Procurador do Ministério Público do Trabalho, com passagens pela advocacia e auditoria fiscal, Ilan Fonseca precisava sentir na pele o que é trabalhar como Uber para aprofundar o conhecimento sobre a comunicação entre plataforma e motoristas e o quanto estes têm realmente poder de decisão. Para isso, tirou licença de quatro meses e foi trabalhar dirigindo pelas ruas de Salvador (BA) e agora conta a experiência no livro “Dirigindo Uber – A Subordinação Jurídica na Atividade de um Motorista de Aplicativo”.
“Não tive, em nenhuma ocasião, a sensação de ser meu próprio chefe”, resume Fonseca, que passou mais de 350 horas logado na plataforma entre dezembro de 2021 e março de 2022.
Ainda que realmente exista uma flexibilidade no que diz respeito aos horários e pausas, com a possibilidade, por exemplo, de ir levar um familiar ao médico ou o filho à escola no meio do “expediente”, Fonseca diz que a “subordinação do motorista” é muito maior do que se imagina. “Além de todas as obrigações que um motorista de aplicativo deve seguir, os deveres dos trabalhadores da plataforma vêm também expressos em mensagens individualizadas diárias enviadas através do aplicativo, explicitando-se que o descumprimento dessas regras implica desativação e desligamento, diz sobre o esquema de “contrato em pedaços” que rege a relação entre trabalhadores e plataforma.
Ao final da pesquisa, o procurador diz defender que exista uma regulamentação da relação de trabalho da categoria, uma vez que a Uber atualmente já define regras que nem sempre são claras para os prestadores de serviço. “É importante ouvir esses trabalhadores.
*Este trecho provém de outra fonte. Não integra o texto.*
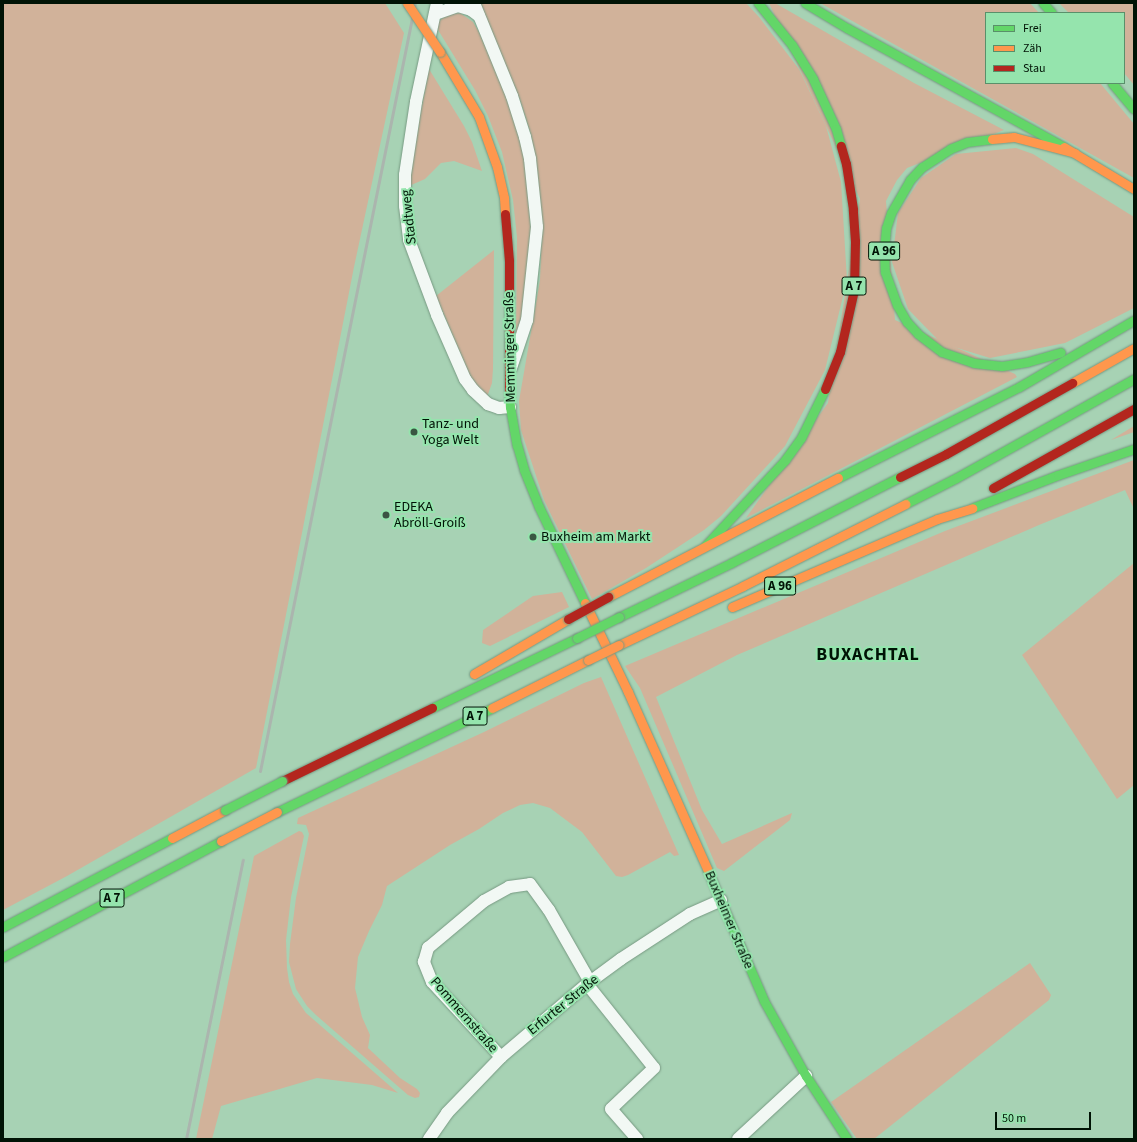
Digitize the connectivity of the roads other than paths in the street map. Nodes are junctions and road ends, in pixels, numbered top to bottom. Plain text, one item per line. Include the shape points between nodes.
1 (407, 3) edge
2 (474, 3) edge
3 (758, 3) edge
4 (805, 3) edge
5 (1043, 3) edge
6 (436, 8) edge
7 (1051, 12) edge
8 (479, 16) junction
9 (1113, 84) edge
10 (1134, 109) edge
11 (1074, 153) junction
12 (1134, 189) edge
13 (1131, 322) edge
14 (1134, 348) edge
15 (508, 376) junction
16 (1134, 379) edge
17 (510, 407) junction
18 (1134, 409) edge
19 (1134, 449) edge
20 (937, 519) junction
21 (704, 547) junction
22 (723, 610) dead end
23 (695, 619) dead end
24 (619, 645) junction
25 (467, 678) dead end
26 (454, 686) dead end
27 (628, 692) joint
28 (392, 726) junction
29 (721, 900) junction
30 (3, 927) edge
31 (3, 957) edge
32 (589, 983) junction
33 (501, 1057) junction
34 (806, 1076) junction
35 (429, 1139) edge
36 (637, 1139) edge
37 (738, 1139) edge
38 (847, 1139) edge

1 - 15 main road, Memminger Straße, bridge via 479,117 497,167 508,230
2 - 8 street
3 - 21 main road, A 7 via 792,45 813,79 836,129 846,164 853,209 856,241 854,290 840,352 827,386 801,438 775,471
4 - 11 main road, A 96
5 - 7 main road
6 - 8 street, Stadtweg via 458,6
6 - 17 street, Stadtweg via 416,102 405,175 409,240 437,316 465,379 488,404 500,408
8 - 15 street via 514,102 525,137 530,159 537,227 527,320
9 - 10 main road
11 - 12 main road, A 96
11 - 13 main road, A 96 via 1014,137 967,142 950,149 922,167 898,198 888,220 884,249 885,272 897,305 918,334 942,352 974,364 1002,366 1027,362 1073,348
13 - 21 main road, A 7 via 1019,387
14 - 28 main road, A 7, bridge via 946,454 731,563
15 - 17 main road, Memminger Straße
16 - 24 main road, A 7 via 956,478 743,586
17 - 27 main road, Memminger Straße via 516,445 539,507
18 - 20 main road
19 - 20 main road
20 - 22 main road, A 96
21 - 25 main road, A 7, bridge via 568,619
23 - 24 main road
24 - 31 main road, A 7, bridge via 277,812
26 - 28 main road, A 7
27 - 29 main road, Buxheimer Straße
28 - 30 main road, A 7, bridge via 225,810
29 - 32 street, Erfurter Straße via 690,914
29 - 34 main road, Buxheimer Straße via 764,1001
32 - 33 street, Erfurter Straße
32 - 33 street, Pommernstraße via 549,910 530,884 509,887 484,901 428,948 424,962 432,982
32 - 36 street via 654,1068 611,1109
33 - 35 street, Erfurter Straße via 447,1113
34 - 37 street
34 - 38 main road, Buxheimer Straße

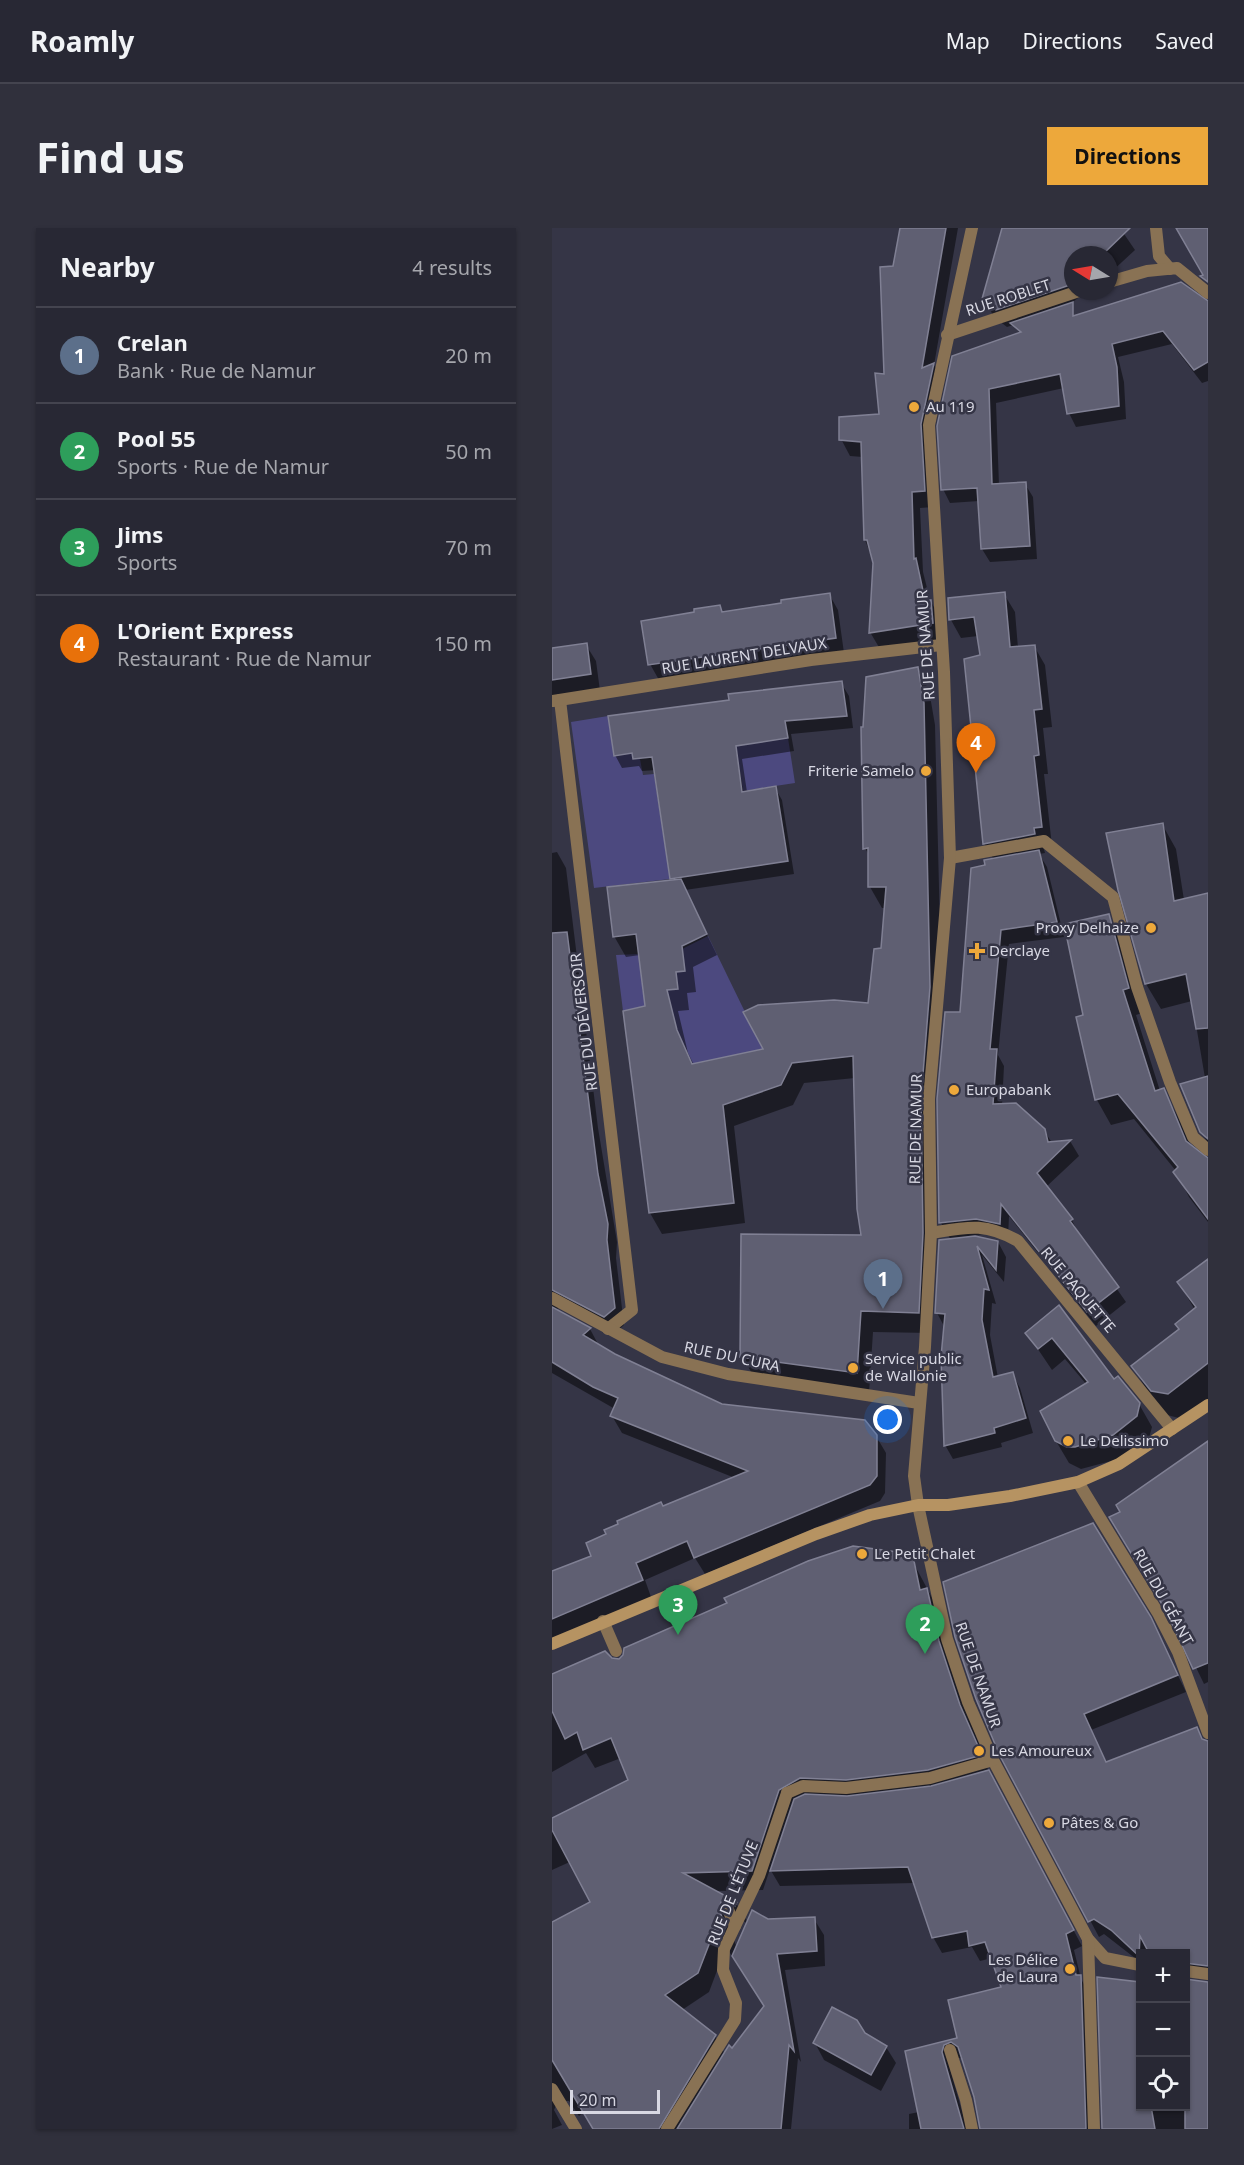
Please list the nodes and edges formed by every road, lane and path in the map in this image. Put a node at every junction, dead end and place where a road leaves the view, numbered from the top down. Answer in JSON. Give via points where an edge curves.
{"nodes":[{"id":1,"x":972,"y":228,"type":"edge"},
{"id":2,"x":1156,"y":228,"type":"edge"},
{"id":3,"x":1170,"y":269,"type":"junction"},
{"id":4,"x":1118,"y":279,"type":"edge"},
{"id":5,"x":1208,"y":292,"type":"edge"},
{"id":6,"x":1064,"y":295,"type":"edge"},
{"id":7,"x":946,"y":335,"type":"junction"},
{"id":8,"x":941,"y":645,"type":"junction"},
{"id":9,"x":556,"y":701,"type":"edge"},
{"id":10,"x":950,"y":858,"type":"junction"},
{"id":11,"x":1208,"y":1150,"type":"edge"},
{"id":12,"x":931,"y":1233,"type":"junction"},
{"id":13,"x":552,"y":1298,"type":"edge"},
{"id":14,"x":608,"y":1329,"type":"junction"},
{"id":15,"x":919,"y":1403,"type":"junction"},
{"id":16,"x":1208,"y":1405,"type":"edge"},
{"id":17,"x":1172,"y":1429,"type":"junction"},
{"id":18,"x":1078,"y":1482,"type":"junction"},
{"id":19,"x":918,"y":1506,"type":"junction"},
{"id":20,"x":603,"y":1621,"type":"junction"},
{"id":21,"x":552,"y":1644,"type":"edge"},
{"id":22,"x":616,"y":1651,"type":"dead end"},
{"id":23,"x":1208,"y":1733,"type":"edge"},
{"id":24,"x":993,"y":1760,"type":"junction"},
{"id":25,"x":727,"y":1907,"type":"dead end"},
{"id":26,"x":735,"y":1926,"type":"junction"},
{"id":27,"x":1088,"y":1939,"type":"junction"},
{"id":28,"x":1136,"y":1964,"type":"edge"},
{"id":29,"x":1190,"y":1972,"type":"edge"},
{"id":30,"x":1208,"y":1974,"type":"edge"},
{"id":31,"x":950,"y":2050,"type":"dead end"},
{"id":32,"x":552,"y":2090,"type":"edge"},
{"id":33,"x":576,"y":2129,"type":"edge"},
{"id":34,"x":667,"y":2129,"type":"edge"},
{"id":35,"x":972,"y":2129,"type":"edge"},
{"id":36,"x":1094,"y":2129,"type":"edge"}],
"edges":[{"from":1,"to":7,"type":"street","name":"RUE DE NAMUR"},
{"from":2,"to":3,"type":"street","via":[[1158,256]]},
{"from":3,"to":4,"type":"street"},
{"from":3,"to":5,"type":"street","via":[[1177,267]]},
{"from":6,"to":7,"type":"street","name":"RUE ROBLET"},
{"from":7,"to":8,"type":"street","name":"RUE DE NAMUR","via":[[928,444]]},
{"from":8,"to":9,"type":"street","name":"RUE LAURENT DELVAUX","via":[[811,660]]},
{"from":8,"to":10,"type":"street","name":"RUE DE NAMUR"},
{"from":9,"to":14,"type":"street","name":"RUE DU DÉVERSOIR","via":[[632,1310]]},
{"from":10,"to":11,"type":"street","via":[[1044,841],[1113,897],[1137,987],[1170,1082],[1193,1137]]},
{"from":10,"to":12,"type":"street","name":"RUE DE NAMUR","via":[[929,1099]]},
{"from":12,"to":15,"type":"street","name":"RUE DE NAMUR"},
{"from":12,"to":17,"type":"street","name":"RUE PAQUETTE","via":[[974,1226],[999,1230],[1018,1241]]},
{"from":13,"to":14,"type":"street","name":"RUE DU CURA"},
{"from":14,"to":15,"type":"street","name":"RUE DU CURA","via":[[663,1357],[728,1374]]},
{"from":15,"to":19,"type":"street","name":"RUE DE NAMUR","via":[[914,1476]]},
{"from":16,"to":17,"type":"main road"},
{"from":17,"to":18,"type":"main road","via":[[1119,1464]]},
{"from":18,"to":19,"type":"main road","via":[[948,1505]]},
{"from":18,"to":23,"type":"street","name":"RUE DU GÉANT","via":[[1158,1613],[1178,1652]]},
{"from":19,"to":20,"type":"main road","via":[[870,1515],[816,1534]]},
{"from":19,"to":24,"type":"street","name":"RUE DE NAMUR","via":[[946,1639]]},
{"from":20,"to":21,"type":"main road"},
{"from":20,"to":22,"type":"street"},
{"from":24,"to":26,"type":"street","name":"RUE DE L'ÉTUVE","via":[[930,1778],[846,1788],[803,1786],[787,1793],[759,1876]]},
{"from":24,"to":27,"type":"street","name":"RUE DE NAMUR"},
{"from":25,"to":26,"type":"street"},
{"from":26,"to":34,"type":"street","name":"RUE DE L'ÉTUVE","via":[[724,1949],[723,1970],[735,2003],[735,2020]]},
{"from":27,"to":28,"type":"street","name":"RUE DE NAMUR","via":[[1105,1958]]},
{"from":27,"to":36,"type":"street"},
{"from":29,"to":30,"type":"street"},
{"from":31,"to":35,"type":"street"},
{"from":32,"to":33,"type":"street"}]}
Hoje, eles não querem [ser enquadrados na] CLT, porque eles imaginam que a CLT vai estrangular essa dinâmica de trabalho”, explica. “O que não estão percebendo é que pela leitura simples dos termos de uso da plataforma, isso pode ser alterado a qualquer momento”, completa.
Projeto de Lei será votado em junho
Aprovado no último mês de março como resultado de acordo no Grupo de Trabalho Tripartite formado por representantes dos trabalhadores, das empresas e do Governo Federal, que desde maio de 2023 discute o tema sob coordenação do Ministério do Trabalho e Emprego (MTE), o Projeto de Lei Complementar que regulamenta o trabalho por aplicativo de transportes deve ser votado em junho pela Câmara.
O documento está estruturado em quatro eixos: segurança e saúde, remuneração, previdência e transparência. Entre as novas regras estão o pagamento de 32,09 reais por hora trabalhada e remuneração de, pelo menos, um salário mínimo; além de contribuição de 7,5% ao Instituto Nacional do Seguro Social (INSS). A jornada de trabalho em uma mesma plataforma também não poderá ser superior a 12 horas diárias, bastando o trabalhador realizar 8 horas por dia para ter direito ao piso nacional.